Wikia Dell Spat Highlights Divide Between Corporate and Web Computing

Wikia, the service that hosts wikis for any known subject, is quitting Dell servers thanks to both a functional and philosophical disagreement stemming from Dell’s new demands that all hard drives in its 11th-generation PowerEdge servers are certified by the Round Rock, Texas-based company. Artur Bergman, director SVP of engineering and operations at Wikia, in a conversation conducted via chat, told me that “Dell basically wants $2500 for 100GB SSD [solid-state drives], and their plan is to only allow dell [sic] drives in their servers.”

Wikia, which has only 200 servers for its popular web site, may not be the largest buyer of Dell servers, but it is part of a community of startups and web-based companies that are becoming more frustrated with the products the traditional server and chip vendors are pushing at them. For example, Facebook VP of Technical Operations Jonathan Heiliger said last year at our Structure Conference that web companies and the vendor market were far out of step — a divide that startups such as SeaMicro and Smooth-Stone are trying to bridge with new products optimized for web-scale companies.

For Wikia, Dell’s moves mean that it couldn’t run the Intel x25e 64G, which Bergman pegs at about $750 on Amazon — about a third of the cost of the approved Dell hardware (although smaller). He also uses the Intel 160GB x25m, which costs $450. Dell has said the certification ensures reliability for customers, but Bergman said he’s OK with his drives failing, and has planned for that in his network architecture (he uses RAID 0), so Dell is “optimising for something we really don’t care about.”

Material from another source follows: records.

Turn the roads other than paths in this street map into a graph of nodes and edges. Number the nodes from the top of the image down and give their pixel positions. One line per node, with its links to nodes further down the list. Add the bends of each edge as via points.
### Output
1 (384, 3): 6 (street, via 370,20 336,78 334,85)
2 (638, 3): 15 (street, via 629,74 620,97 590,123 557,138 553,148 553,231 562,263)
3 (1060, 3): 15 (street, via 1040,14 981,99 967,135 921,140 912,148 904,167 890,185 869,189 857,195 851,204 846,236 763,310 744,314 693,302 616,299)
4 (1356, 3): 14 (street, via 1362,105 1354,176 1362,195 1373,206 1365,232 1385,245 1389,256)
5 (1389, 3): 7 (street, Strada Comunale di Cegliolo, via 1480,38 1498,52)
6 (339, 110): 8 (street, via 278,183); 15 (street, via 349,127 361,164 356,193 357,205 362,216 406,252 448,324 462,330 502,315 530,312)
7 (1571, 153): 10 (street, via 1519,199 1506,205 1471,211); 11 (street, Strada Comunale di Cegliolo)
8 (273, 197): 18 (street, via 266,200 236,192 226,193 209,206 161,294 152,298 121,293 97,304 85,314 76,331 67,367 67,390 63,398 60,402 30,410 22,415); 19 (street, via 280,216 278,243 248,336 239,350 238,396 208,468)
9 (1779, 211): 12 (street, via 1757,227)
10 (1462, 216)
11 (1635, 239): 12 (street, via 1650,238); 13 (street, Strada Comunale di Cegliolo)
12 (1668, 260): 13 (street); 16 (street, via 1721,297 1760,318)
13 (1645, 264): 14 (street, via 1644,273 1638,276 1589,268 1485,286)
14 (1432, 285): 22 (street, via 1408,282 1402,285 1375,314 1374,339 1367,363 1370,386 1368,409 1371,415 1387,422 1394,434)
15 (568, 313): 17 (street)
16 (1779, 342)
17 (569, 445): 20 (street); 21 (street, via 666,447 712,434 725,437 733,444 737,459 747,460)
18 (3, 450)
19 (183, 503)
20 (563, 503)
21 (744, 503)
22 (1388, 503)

Given the cost differential, Bergman said he has “a hard time seeing this as anything but dell trying to increase margins.” And considering the bifurcation of the demands of web-scale companies and enterprise-class corporate data centers that will willingly shell out for more expensive optimized gear, I think these sorts of spats will become all the more common. Whether it will be common enough to support a new breed of equipment startup, only time will tell.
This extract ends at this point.